Il s’agit des écarts élevés entre les commissions pour la vente initiale d’un contrat et celles pour les Services continus ainsi que des commissions de renouvellement acquises la vie durant par des conseillers, ce qui peut laisser des clients orphelins. Respectivement, 51 % et 53 % des répondants au sondage ont jugé comme à risque ces genres de rémunérations.

Notons par ailleurs que 64 % des conseillers sondés estiment potentiellement nuisible l’imposition d’un volume minimal de ventes aux agences par les assureurs. Près de la moitié (49 %) des représentants avait la même opinion concernant les concours de vente et les voyages de formation de ce genre.

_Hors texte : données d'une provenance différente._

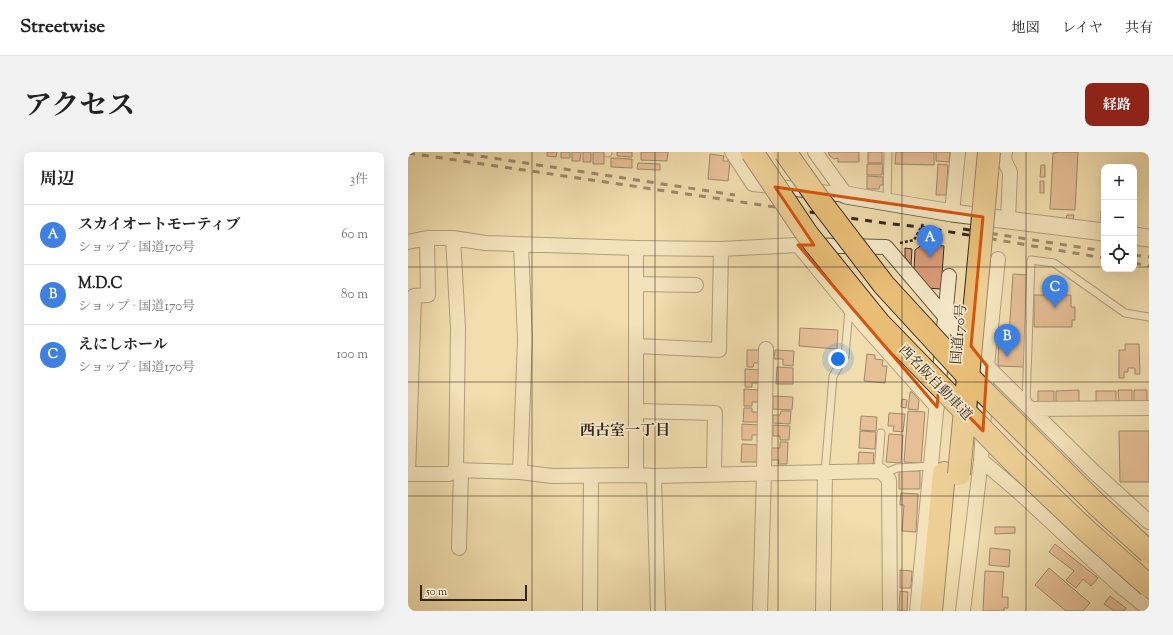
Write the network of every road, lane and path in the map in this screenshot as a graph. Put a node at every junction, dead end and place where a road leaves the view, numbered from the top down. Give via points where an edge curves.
1 (732, 152) edge
2 (752, 152) edge
3 (785, 152) edge
4 (815, 152) edge
5 (888, 152) edge
6 (958, 152) edge
7 (975, 152) edge
8 (989, 152) edge
9 (1005, 152) edge
10 (846, 196) junction
11 (887, 203) junction
12 (947, 213) junction
13 (1008, 220) junction
14 (1101, 232) edge
15 (1137, 236) edge
16 (427, 238) junction
17 (453, 238) junction
18 (1149, 238) edge
19 (408, 242) edge
20 (522, 244) junction
21 (798, 245) junction
22 (886, 247) junction
23 (636, 248) junction
24 (721, 250) junction
25 (998, 259) dead end
26 (948, 276) dead end
27 (636, 284) junction
28 (696, 285) dead end
29 (849, 307) junction
30 (945, 316) junction
31 (1149, 316) edge
32 (636, 346) junction
33 (766, 350) dead end
34 (987, 366) junction
35 (937, 407) junction
36 (1028, 407) junction
37 (1149, 408) edge
38 (637, 411) junction
39 (881, 433) dead end
40 (981, 460) junction
41 (458, 470) junction
42 (945, 471) junction
43 (520, 472) junction
44 (825, 472) junction
45 (764, 473) junction
46 (881, 473) junction
47 (408, 474) edge
48 (714, 474) junction
49 (636, 475) junction
50 (591, 476) junction
51 (654, 476) junction
52 (1149, 522) edge
53 (459, 548) dead end
54 (1149, 552) edge
55 (1149, 586) edge
56 (1149, 609) edge
57 (590, 611) edge
58 (658, 611) edge
59 (760, 611) edge
60 (823, 611) edge
61 (890, 611) edge
62 (917, 611) edge
63 (931, 611) edge
64 (946, 611) edge
65 (963, 611) edge

1 - 10 street via 752,184
2 - 55 highway, 西名阪自動車道, bridge via 807,234 879,323 1013,461
3 - 54 highway, 西名阪自動車道, bridge via 884,285 963,371 1091,500
4 - 10 street
5 - 11 lane
6 - 12 street
7 - 42 highway, 国道170号, bridge
8 - 42 highway, 国道170号, bridge
9 - 13 street via 1004,160 1010,172
10 - 11 street
11 - 12 street
12 - 13 street
12 - 22 path via 924,223 914,240
13 - 14 street
15 - 18 street
16 - 17 street
16 - 19 street
16 - 47 street via 428,295 414,296
17 - 20 street via 485,243
17 - 41 street via 458,328
20 - 23 street
20 - 43 street via 525,340
21 - 22 street
21 - 24 street
21 - 29 street
22 - 30 street
23 - 24 street
23 - 27 street
24 - 32 street via 719,350
25 - 34 street
26 - 30 street
27 - 28 street
27 - 32 street
29 - 35 street
29 - 44 lane via 845,356 833,376
30 - 34 street
30 - 35 street
31 - 36 lane via 1124,312 1054,263 1031,260
32 - 38 street
33 - 45 street
34 - 36 street
34 - 40 street
35 - 42 street
36 - 37 street
36 - 52 street
38 - 48 street via 716,413
38 - 49 street
39 - 46 lane
40 - 56 street
40 - 65 street
41 - 43 street
41 - 47 street via 449,474
41 - 53 street
42 - 46 lane via 897,468
42 - 62 street
42 - 63 highway, 国道170号
42 - 64 highway, 国道170号
43 - 50 street via 552,476
44 - 45 street
44 - 46 street
44 - 60 street
45 - 48 street
45 - 59 street
46 - 61 street via 889,480
48 - 51 street
49 - 50 street
49 - 51 street
50 - 57 street
51 - 58 street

Revenons au risque découlant notamment des commissions accélérées, aussi appelées « high and low ». « ­Plus de 90 % de la rémunération d’un contrat d’assurance est versée dans sa première année. L’incitatif est à la vente, pas au service », dit un répondant.

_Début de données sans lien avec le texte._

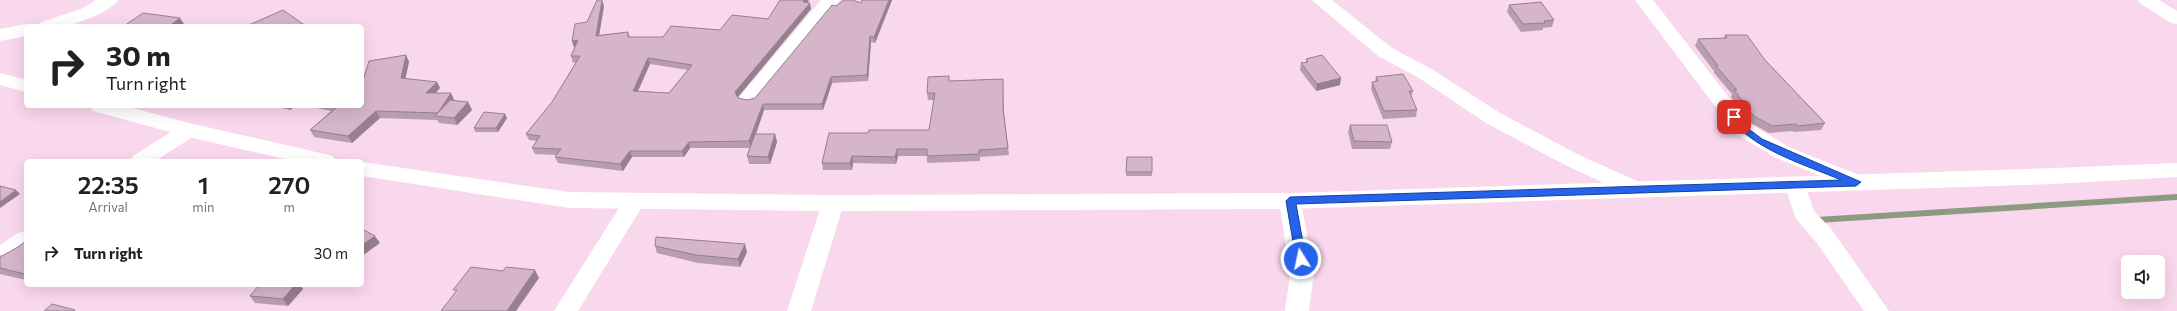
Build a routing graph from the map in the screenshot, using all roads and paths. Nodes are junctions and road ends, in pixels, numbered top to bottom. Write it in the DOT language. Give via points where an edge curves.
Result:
graph roads {
  1 [pos="109,0"];
  2 [pos="831,0"];
  3 [pos="1321,0"];
  4 [pos="1644,0"];
  5 [pos="2147,0"];
  6 [pos="2177,19"];
  7 [pos="53,24"];
  8 [pos="24,30"];
  9 [pos="0,35"];
  10 [pos="0,79"];
  11 [pos="24,85"];
  12 [pos="748,99"];
  13 [pos="107,108"];
  14 [pos="189,130"];
  15 [pos="143,159"];
  16 [pos="316,159"];
  17 [pos="364,169"];
  18 [pos="2177,170"];
  19 [pos="1856,182"];
  20 [pos="1795,184"];
  21 [pos="1636,188"];
  22 [pos="1290,201"];
  23 [pos="634,202"];
  24 [pos="833,203"];
  25 [pos="24,240"];
  26 [pos="0,256"];
  27 [pos="566,311"];
  28 [pos="799,311"];
  29 [pos="1297,311"];
  30 [pos="1877,311"];
  1 -- 7 [label="street" via="87,13"];
  2 -- 12 [label="street"];
  3 -- 21 [label="street" via="1385,52 1426,74 1493,118 1574,161"];
  4 -- 19 [label="street" via="1743,129 1759,141"];
  5 -- 6 [label="street"];
  8 -- 9 [label="street"];
  10 -- 11 [label="main road"];
  13 -- 14 [label="main road"];
  14 -- 15 [label="street"];
  14 -- 16 [label="main road"];
  17 -- 23 [label="main road" via="569,200"];
  18 -- 19 [label="main road"];
  19 -- 20 [label="main road"];
  20 -- 21 [label="main road"];
  20 -- 30 [label="street" via="1804,214 1824,236"];
  21 -- 22 [label="main road"];
  22 -- 24 [label="main road"];
  22 -- 29 [label="street" via="1302,272"];
  23 -- 24 [label="main road"];
  23 -- 27 [label="street"];
  24 -- 28 [label="street"];
  25 -- 26 [label="street"];
}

« L’assurance offre un revenu intéressant seulement à la vente, relève un autre conseiller sondé. Les revenus qui en découlent par la suite sont beaucoup plus faibles et n’incitent pas à la conservation des produits ou encore à offrir du service sur un vieux contrat. Si les efforts sont mis aux endroits “payants”, le maintien des polices ne sera pas priorisé. » ­Même si le représentant doit privilégier le maintien en vigueur d’un contrat selon les règles de la Chambre de la sécurité financière.

Un autre affirme : « Ce n’est pas payant de donner du service aux clients. Souvent, le conseiller initial vend et disparaît. Les clients se retrouvent alors sans service. »

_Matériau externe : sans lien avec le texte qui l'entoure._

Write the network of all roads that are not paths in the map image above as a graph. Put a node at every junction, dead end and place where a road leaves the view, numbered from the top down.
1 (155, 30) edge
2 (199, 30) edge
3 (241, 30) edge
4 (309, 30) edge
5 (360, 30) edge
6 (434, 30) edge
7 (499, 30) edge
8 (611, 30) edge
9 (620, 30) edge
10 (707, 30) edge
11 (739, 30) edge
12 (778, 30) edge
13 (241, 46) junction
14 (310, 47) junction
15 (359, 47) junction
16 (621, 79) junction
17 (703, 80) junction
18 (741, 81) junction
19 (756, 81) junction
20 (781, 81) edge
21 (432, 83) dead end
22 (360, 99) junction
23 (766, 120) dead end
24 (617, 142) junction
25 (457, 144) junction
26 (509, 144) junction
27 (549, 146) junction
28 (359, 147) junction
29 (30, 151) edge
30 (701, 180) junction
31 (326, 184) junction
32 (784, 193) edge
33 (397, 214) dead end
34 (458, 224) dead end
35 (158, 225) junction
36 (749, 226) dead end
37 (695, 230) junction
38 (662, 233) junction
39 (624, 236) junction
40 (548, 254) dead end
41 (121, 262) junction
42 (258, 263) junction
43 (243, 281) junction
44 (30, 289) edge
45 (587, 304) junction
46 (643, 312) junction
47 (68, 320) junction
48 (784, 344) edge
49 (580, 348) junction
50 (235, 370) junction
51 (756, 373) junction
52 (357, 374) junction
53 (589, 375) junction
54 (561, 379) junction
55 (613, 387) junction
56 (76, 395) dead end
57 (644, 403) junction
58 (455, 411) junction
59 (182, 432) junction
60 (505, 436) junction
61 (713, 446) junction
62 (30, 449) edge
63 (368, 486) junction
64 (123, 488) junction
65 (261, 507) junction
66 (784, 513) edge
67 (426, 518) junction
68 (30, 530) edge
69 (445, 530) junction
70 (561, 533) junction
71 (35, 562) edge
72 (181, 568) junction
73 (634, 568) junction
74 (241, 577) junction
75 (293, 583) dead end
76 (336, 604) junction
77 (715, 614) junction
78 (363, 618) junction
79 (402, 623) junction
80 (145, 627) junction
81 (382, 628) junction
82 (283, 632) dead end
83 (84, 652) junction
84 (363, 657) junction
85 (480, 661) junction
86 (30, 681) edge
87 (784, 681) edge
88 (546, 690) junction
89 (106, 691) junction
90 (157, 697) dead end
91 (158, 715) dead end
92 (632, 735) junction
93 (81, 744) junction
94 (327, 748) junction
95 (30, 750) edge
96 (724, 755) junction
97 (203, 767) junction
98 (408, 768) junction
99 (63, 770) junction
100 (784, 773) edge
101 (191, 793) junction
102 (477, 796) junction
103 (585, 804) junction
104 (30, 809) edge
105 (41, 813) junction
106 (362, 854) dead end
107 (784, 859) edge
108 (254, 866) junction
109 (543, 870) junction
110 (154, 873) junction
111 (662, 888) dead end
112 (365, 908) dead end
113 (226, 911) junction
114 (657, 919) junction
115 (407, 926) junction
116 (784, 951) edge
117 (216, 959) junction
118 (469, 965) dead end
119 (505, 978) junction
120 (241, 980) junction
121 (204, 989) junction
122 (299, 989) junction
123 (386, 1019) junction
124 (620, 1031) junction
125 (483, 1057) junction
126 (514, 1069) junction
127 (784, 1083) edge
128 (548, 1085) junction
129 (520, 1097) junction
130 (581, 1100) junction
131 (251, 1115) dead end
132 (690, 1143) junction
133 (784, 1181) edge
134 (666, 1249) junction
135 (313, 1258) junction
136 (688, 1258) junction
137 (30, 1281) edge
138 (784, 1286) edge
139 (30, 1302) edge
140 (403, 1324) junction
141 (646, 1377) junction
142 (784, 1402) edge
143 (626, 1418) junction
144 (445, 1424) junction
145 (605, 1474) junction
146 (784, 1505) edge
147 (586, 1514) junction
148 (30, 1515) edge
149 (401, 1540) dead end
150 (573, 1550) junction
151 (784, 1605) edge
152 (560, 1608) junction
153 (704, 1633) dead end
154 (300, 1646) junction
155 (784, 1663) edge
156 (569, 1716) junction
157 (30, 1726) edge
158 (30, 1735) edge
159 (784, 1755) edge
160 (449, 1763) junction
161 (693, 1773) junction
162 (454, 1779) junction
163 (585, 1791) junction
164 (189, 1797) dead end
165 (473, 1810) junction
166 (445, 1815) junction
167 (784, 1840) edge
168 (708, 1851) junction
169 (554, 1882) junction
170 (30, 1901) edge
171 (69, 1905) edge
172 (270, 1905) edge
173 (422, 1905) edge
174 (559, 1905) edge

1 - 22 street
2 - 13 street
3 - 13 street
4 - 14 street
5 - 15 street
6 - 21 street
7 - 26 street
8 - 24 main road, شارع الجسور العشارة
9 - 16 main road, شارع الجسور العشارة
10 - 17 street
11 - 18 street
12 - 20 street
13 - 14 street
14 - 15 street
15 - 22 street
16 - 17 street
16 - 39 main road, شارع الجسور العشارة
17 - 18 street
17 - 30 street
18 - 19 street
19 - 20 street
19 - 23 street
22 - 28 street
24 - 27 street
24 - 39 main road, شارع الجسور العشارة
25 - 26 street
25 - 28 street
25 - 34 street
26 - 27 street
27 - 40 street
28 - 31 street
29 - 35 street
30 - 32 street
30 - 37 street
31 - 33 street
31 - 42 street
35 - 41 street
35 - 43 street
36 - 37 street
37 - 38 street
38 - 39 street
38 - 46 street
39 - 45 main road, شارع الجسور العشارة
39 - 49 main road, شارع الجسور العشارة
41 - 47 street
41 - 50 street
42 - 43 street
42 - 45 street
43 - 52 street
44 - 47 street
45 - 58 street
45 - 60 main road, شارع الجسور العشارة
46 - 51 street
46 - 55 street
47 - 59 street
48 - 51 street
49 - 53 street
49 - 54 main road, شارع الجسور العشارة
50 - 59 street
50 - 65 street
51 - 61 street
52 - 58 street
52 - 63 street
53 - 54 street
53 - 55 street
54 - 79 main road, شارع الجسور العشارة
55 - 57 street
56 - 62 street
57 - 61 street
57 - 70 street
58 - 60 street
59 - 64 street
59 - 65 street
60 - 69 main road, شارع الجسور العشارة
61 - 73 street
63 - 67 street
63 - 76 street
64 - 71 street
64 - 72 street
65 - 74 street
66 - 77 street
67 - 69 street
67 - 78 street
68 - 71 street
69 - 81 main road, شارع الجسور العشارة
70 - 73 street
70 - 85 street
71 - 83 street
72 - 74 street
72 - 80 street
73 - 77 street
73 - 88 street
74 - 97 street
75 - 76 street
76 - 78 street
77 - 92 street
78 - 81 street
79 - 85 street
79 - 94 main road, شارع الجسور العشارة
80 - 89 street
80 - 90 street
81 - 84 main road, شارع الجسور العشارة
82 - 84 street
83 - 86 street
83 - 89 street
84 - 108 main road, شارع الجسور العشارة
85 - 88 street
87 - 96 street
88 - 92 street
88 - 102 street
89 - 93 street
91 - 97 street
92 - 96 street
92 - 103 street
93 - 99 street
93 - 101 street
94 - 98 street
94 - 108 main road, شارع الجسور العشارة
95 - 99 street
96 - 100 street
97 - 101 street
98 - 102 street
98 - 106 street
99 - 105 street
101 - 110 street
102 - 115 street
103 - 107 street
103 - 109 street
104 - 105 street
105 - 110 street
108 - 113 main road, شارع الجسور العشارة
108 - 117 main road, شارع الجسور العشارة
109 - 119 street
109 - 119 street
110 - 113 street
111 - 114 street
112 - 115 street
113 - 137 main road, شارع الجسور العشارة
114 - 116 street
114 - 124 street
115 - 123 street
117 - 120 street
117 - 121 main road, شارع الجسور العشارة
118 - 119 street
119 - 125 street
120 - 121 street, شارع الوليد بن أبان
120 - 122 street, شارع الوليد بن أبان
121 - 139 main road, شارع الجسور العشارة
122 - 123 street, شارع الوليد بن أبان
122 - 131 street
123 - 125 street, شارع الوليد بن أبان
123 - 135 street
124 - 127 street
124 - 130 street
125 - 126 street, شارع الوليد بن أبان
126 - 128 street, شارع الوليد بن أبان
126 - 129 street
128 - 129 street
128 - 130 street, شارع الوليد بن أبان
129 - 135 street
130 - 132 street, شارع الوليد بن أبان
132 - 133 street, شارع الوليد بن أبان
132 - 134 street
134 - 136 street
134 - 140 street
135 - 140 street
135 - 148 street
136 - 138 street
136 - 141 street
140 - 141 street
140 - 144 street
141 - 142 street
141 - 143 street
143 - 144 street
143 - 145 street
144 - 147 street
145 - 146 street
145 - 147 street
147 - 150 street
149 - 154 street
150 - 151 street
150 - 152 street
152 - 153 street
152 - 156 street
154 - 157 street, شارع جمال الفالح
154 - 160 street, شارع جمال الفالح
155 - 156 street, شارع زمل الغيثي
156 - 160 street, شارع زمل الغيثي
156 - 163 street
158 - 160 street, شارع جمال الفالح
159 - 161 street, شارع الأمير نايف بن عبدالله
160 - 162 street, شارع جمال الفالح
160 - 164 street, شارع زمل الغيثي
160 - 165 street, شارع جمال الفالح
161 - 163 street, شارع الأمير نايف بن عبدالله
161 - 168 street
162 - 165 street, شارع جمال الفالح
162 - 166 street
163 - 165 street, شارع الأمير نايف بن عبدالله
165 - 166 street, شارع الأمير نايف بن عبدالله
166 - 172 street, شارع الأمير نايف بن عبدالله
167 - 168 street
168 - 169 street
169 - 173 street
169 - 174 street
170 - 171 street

La pratique semble fréquente, selon certains répondants. « ­Il y a un nombre trop élevé de conseillers qui vendent des assurances dans l’objectif de générer des commissions plutôt que de se soucier uniquement de l’intérêt du client », dénonce un répondant. « ­Les commissions de renouvellement doivent augmenter si l’industrie souhaite que les clients aient du service », tranche un autre.

L’autre enjeu concerne les conseillers qui, bien qu’ils aient abandonné leur permis de pratique, continuent de récolter des commissions de suivi. Certains les appellent les « papis sans permis ».

« ­Ne pas permettre à un nouveau conseiller de prendre la relève après deux ans suscite assurément des orphelins, déplore un conseiller. C’est injuste de ne pas permettre à un nouveau conseiller de prendre la place et de recueillir au moins quelques sous pour le suivi et les renouvellements. » ­Une telle situation nuit aux clients, affirme un répondant : « Ça incite les conseillers à annuler leur police et à en obtenir une nouvelle. »

Le problème devrait être tranché par l’Autorité des marchés financiers (AMF), d’après un répondant : « ­Un conseiller prenant sa retraite devrait obligatoirement vendre cette clientèle. Une commission de suivi devrait être versée tant et aussi longtemps qu’un permis auprès de l’AMF est valide. »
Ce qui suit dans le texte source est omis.